QRRS has also told me that, through its cooperation with Australian partners, it has made significant advances in technology, management and customer service that has increased its international competitiveness.

It is well understood in China that Australia's vast energy and mineral resources are vitally important to this country's ongoing economic development. However, much local media comment tends to focus on the adversarial nature of this relationship, particularly when supply contracts are being negotiated between Australian miners and their Chinese customers.

There also remains a perception in some quarters that Australia is not fully welcoming of Chinese investment in our resources and energy sectors.

Thankfully this perception is diminishing, with the facts speaking for themselves. There has been 200 investment approvals from China in the past three years worth over $60 billion, with only six applications subject to conditions and not one rejected by the Australian government.
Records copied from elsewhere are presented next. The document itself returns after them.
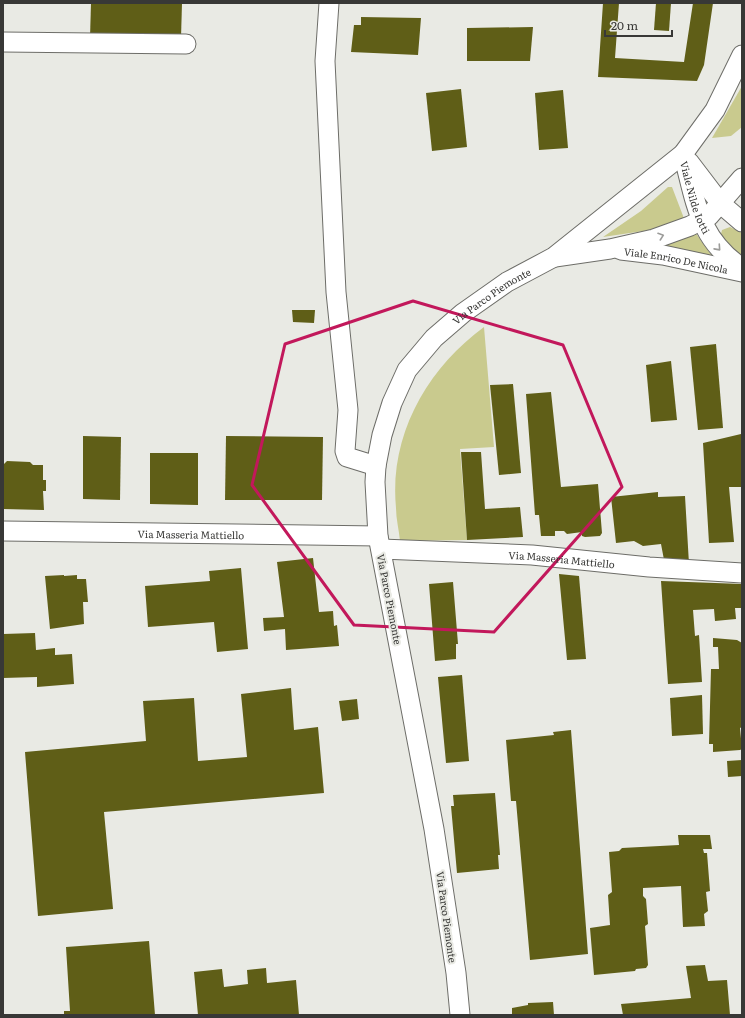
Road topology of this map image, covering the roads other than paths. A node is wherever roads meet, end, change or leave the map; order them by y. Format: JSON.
{"nodes":[{"id":1,"x":329,"y":3,"type":"edge"},
{"id":2,"x":3,"y":42,"type":"edge"},
{"id":3,"x":186,"y":44,"type":"dead end"},
{"id":4,"x":742,"y":55,"type":"edge"},
{"id":5,"x":684,"y":154,"type":"junction"},
{"id":6,"x":742,"y":178,"type":"edge"},
{"id":7,"x":721,"y":204,"type":"junction"},
{"id":8,"x":702,"y":221,"type":"junction"},
{"id":9,"x":742,"y":222,"type":"edge"},
{"id":10,"x":610,"y":249,"type":"junction"},
{"id":11,"x":554,"y":257,"type":"junction"},
{"id":12,"x":742,"y":268,"type":"edge"},
{"id":13,"x":742,"y":272,"type":"edge"},
{"id":14,"x":376,"y":466,"type":"junction"},
{"id":15,"x":3,"y":531,"type":"edge"},
{"id":16,"x":380,"y":543,"type":"junction"},
{"id":17,"x":742,"y":573,"type":"edge"},
{"id":18,"x":460,"y":1015,"type":"edge"}],
"edges":[{"from":1,"to":14,"type":"street"},
{"from":2,"to":3,"type":"street"},
{"from":4,"to":5,"type":"street"},
{"from":5,"to":7,"type":"street","name":"Viale Nilde Iotti"},
{"from":5,"to":8,"type":"street","name":"Viale Nilde Iotti"},
{"from":5,"to":11,"type":"street"},
{"from":6,"to":7,"type":"street"},
{"from":7,"to":8,"type":"street","name":"Viale Enrico De Nicola"},
{"from":7,"to":9,"type":"street","name":"Viale Nilde Iotti"},
{"from":10,"to":8,"type":"street","name":"Viale Enrico De Nicola","one_way":true},
{"from":8,"to":12,"type":"street","name":"Viale Nilde Iotti","one_way":true},
{"from":10,"to":11,"type":"street","name":"Viale Enrico De Nicola"},
{"from":10,"to":13,"type":"street","name":"Viale Enrico De Nicola"},
{"from":11,"to":14,"type":"street","name":"Via Parco Piemonte"},
{"from":14,"to":16,"type":"street","name":"Via Parco Piemonte"},
{"from":15,"to":16,"type":"street","name":"Via Masseria Mattiello"},
{"from":16,"to":17,"type":"street","name":"Via Masseria Mattiello"},
{"from":16,"to":18,"type":"street","name":"Via Parco Piemonte"}]}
There are now dozens of Chinese-invested resources projects in Australia, providing jobs and prosperity for many Australians. Chinese investment has been particularly important in the recent development of Australia's magnetite iron ore resources, which had not been considered for development until Chinese enterprises showed an interest in this type of material. Therefore, the reality is that the Australia-China resources and energy trade is truly mutually beneficial. There is now a complete, shared value chain between our two countries in this sector.

As ongoing strong demand from China drives a supplier response that will see new projects come online in the Pilbara, North West Shelf and other parts of Australia, the benefits from this trade will continue to flow to both our countries. This will include Australia's resources and energy sector and China's heavy industry and engineering sector becoming increasingly integrated.

Australia is committed to remaining a long-term, stable supplier of the minerals and energy China needs for its ongoing industrialization. But we will be much more than that. We will also be a means for China's leading manufacturers to continue their rise up the value chain and emerge onto the global stage as high-technology, internationally competitive players.